INSTRUCTIONS FOR THE TASK ▸ Reprint all entries without any alteration.

Source data:
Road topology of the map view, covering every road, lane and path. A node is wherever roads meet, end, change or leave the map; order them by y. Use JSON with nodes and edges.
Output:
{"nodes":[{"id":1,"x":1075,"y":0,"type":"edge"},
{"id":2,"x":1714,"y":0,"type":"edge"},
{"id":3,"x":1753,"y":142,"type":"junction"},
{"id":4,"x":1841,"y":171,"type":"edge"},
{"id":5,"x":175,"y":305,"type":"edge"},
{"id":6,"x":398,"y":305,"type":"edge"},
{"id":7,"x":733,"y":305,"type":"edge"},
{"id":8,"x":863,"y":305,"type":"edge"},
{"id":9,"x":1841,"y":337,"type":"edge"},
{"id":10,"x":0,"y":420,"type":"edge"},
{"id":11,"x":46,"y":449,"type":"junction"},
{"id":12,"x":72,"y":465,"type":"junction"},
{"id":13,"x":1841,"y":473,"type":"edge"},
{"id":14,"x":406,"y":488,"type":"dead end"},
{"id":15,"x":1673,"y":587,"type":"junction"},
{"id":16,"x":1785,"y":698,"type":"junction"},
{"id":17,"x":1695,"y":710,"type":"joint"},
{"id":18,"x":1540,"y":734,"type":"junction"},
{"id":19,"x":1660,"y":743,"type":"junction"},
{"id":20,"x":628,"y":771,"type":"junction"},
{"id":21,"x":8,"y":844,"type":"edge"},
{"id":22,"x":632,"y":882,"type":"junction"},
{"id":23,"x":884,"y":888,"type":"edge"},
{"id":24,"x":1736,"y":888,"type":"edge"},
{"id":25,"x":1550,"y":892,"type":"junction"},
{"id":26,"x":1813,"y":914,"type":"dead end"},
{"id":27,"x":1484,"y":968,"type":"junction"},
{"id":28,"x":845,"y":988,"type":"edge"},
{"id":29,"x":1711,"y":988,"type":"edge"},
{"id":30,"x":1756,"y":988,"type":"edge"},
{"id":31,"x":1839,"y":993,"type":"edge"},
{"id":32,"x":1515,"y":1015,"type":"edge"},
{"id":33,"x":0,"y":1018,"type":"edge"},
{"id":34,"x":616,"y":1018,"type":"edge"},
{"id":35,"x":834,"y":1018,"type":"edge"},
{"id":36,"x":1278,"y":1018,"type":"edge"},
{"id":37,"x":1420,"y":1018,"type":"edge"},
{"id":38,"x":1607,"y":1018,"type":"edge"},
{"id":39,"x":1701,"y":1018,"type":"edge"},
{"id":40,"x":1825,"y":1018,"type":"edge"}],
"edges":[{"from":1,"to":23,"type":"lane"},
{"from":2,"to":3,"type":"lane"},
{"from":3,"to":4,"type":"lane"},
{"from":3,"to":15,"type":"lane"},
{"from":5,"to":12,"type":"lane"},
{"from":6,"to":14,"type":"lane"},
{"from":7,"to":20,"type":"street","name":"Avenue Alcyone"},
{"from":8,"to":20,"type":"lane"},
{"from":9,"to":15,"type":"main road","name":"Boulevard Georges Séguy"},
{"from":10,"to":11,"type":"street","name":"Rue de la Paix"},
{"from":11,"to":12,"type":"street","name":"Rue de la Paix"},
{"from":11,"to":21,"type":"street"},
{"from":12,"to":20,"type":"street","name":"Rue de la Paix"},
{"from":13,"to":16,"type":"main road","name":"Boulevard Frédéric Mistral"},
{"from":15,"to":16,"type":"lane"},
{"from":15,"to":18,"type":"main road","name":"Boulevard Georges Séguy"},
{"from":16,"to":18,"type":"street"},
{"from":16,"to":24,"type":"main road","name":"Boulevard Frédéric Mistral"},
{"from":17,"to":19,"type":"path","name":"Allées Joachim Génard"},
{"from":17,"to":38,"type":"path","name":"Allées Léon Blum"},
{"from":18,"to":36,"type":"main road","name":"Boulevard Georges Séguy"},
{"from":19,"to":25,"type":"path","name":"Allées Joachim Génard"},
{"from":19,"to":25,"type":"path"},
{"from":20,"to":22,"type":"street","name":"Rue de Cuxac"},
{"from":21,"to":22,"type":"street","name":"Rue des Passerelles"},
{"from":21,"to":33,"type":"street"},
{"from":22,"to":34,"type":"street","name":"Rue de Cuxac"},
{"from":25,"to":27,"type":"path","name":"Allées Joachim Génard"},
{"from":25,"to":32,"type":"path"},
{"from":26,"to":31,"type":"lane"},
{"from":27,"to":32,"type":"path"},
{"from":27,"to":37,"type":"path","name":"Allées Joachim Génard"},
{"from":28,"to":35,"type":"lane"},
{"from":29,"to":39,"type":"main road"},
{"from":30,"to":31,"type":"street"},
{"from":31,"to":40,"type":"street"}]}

ANSWER ▸
Road topology of the map view, covering every road, lane and path. A node is wherever roads meet, end, change or leave the map; order them by y. Use JSON with nodes and edges.
Output:
{"nodes":[{"id":1,"x":1075,"y":0,"type":"edge"},
{"id":2,"x":1714,"y":0,"type":"edge"},
{"id":3,"x":1753,"y":142,"type":"junction"},
{"id":4,"x":1841,"y":171,"type":"edge"},
{"id":5,"x":175,"y":305,"type":"edge"},
{"id":6,"x":398,"y":305,"type":"edge"},
{"id":7,"x":733,"y":305,"type":"edge"},
{"id":8,"x":863,"y":305,"type":"edge"},
{"id":9,"x":1841,"y":337,"type":"edge"},
{"id":10,"x":0,"y":420,"type":"edge"},
{"id":11,"x":46,"y":449,"type":"junction"},
{"id":12,"x":72,"y":465,"type":"junction"},
{"id":13,"x":1841,"y":473,"type":"edge"},
{"id":14,"x":406,"y":488,"type":"dead end"},
{"id":15,"x":1673,"y":587,"type":"junction"},
{"id":16,"x":1785,"y":698,"type":"junction"},
{"id":17,"x":1695,"y":710,"type":"joint"},
{"id":18,"x":1540,"y":734,"type":"junction"},
{"id":19,"x":1660,"y":743,"type":"junction"},
{"id":20,"x":628,"y":771,"type":"junction"},
{"id":21,"x":8,"y":844,"type":"edge"},
{"id":22,"x":632,"y":882,"type":"junction"},
{"id":23,"x":884,"y":888,"type":"edge"},
{"id":24,"x":1736,"y":888,"type":"edge"},
{"id":25,"x":1550,"y":892,"type":"junction"},
{"id":26,"x":1813,"y":914,"type":"dead end"},
{"id":27,"x":1484,"y":968,"type":"junction"},
{"id":28,"x":845,"y":988,"type":"edge"},
{"id":29,"x":1711,"y":988,"type":"edge"},
{"id":30,"x":1756,"y":988,"type":"edge"},
{"id":31,"x":1839,"y":993,"type":"edge"},
{"id":32,"x":1515,"y":1015,"type":"edge"},
{"id":33,"x":0,"y":1018,"type":"edge"},
{"id":34,"x":616,"y":1018,"type":"edge"},
{"id":35,"x":834,"y":1018,"type":"edge"},
{"id":36,"x":1278,"y":1018,"type":"edge"},
{"id":37,"x":1420,"y":1018,"type":"edge"},
{"id":38,"x":1607,"y":1018,"type":"edge"},
{"id":39,"x":1701,"y":1018,"type":"edge"},
{"id":40,"x":1825,"y":1018,"type":"edge"}],
"edges":[{"from":1,"to":23,"type":"lane"},
{"from":2,"to":3,"type":"lane"},
{"from":3,"to":4,"type":"lane"},
{"from":3,"to":15,"type":"lane"},
{"from":5,"to":12,"type":"lane"},
{"from":6,"to":14,"type":"lane"},
{"from":7,"to":20,"type":"street","name":"Avenue Alcyone"},
{"from":8,"to":20,"type":"lane"},
{"from":9,"to":15,"type":"main road","name":"Boulevard Georges Séguy"},
{"from":10,"to":11,"type":"street","name":"Rue de la Paix"},
{"from":11,"to":12,"type":"street","name":"Rue de la Paix"},
{"from":11,"to":21,"type":"street"},
{"from":12,"to":20,"type":"street","name":"Rue de la Paix"},
{"from":13,"to":16,"type":"main road","name":"Boulevard Frédéric Mistral"},
{"from":15,"to":16,"type":"lane"},
{"from":15,"to":18,"type":"main road","name":"Boulevard Georges Séguy"},
{"from":16,"to":18,"type":"street"},
{"from":16,"to":24,"type":"main road","name":"Boulevard Frédéric Mistral"},
{"from":17,"to":19,"type":"path","name":"Allées Joachim Génard"},
{"from":17,"to":38,"type":"path","name":"Allées Léon Blum"},
{"from":18,"to":36,"type":"main road","name":"Boulevard Georges Séguy"},
{"from":19,"to":25,"type":"path","name":"Allées Joachim Génard"},
{"from":19,"to":25,"type":"path"},
{"from":20,"to":22,"type":"street","name":"Rue de Cuxac"},
{"from":21,"to":22,"type":"street","name":"Rue des Passerelles"},
{"from":21,"to":33,"type":"street"},
{"from":22,"to":34,"type":"street","name":"Rue de Cuxac"},
{"from":25,"to":27,"type":"path","name":"Allées Joachim Génard"},
{"from":25,"to":32,"type":"path"},
{"from":26,"to":31,"type":"lane"},
{"from":27,"to":32,"type":"path"},
{"from":27,"to":37,"type":"path","name":"Allées Joachim Génard"},
{"from":28,"to":35,"type":"lane"},
{"from":29,"to":39,"type":"main road"},
{"from":30,"to":31,"type":"street"},
{"from":31,"to":40,"type":"street"}]}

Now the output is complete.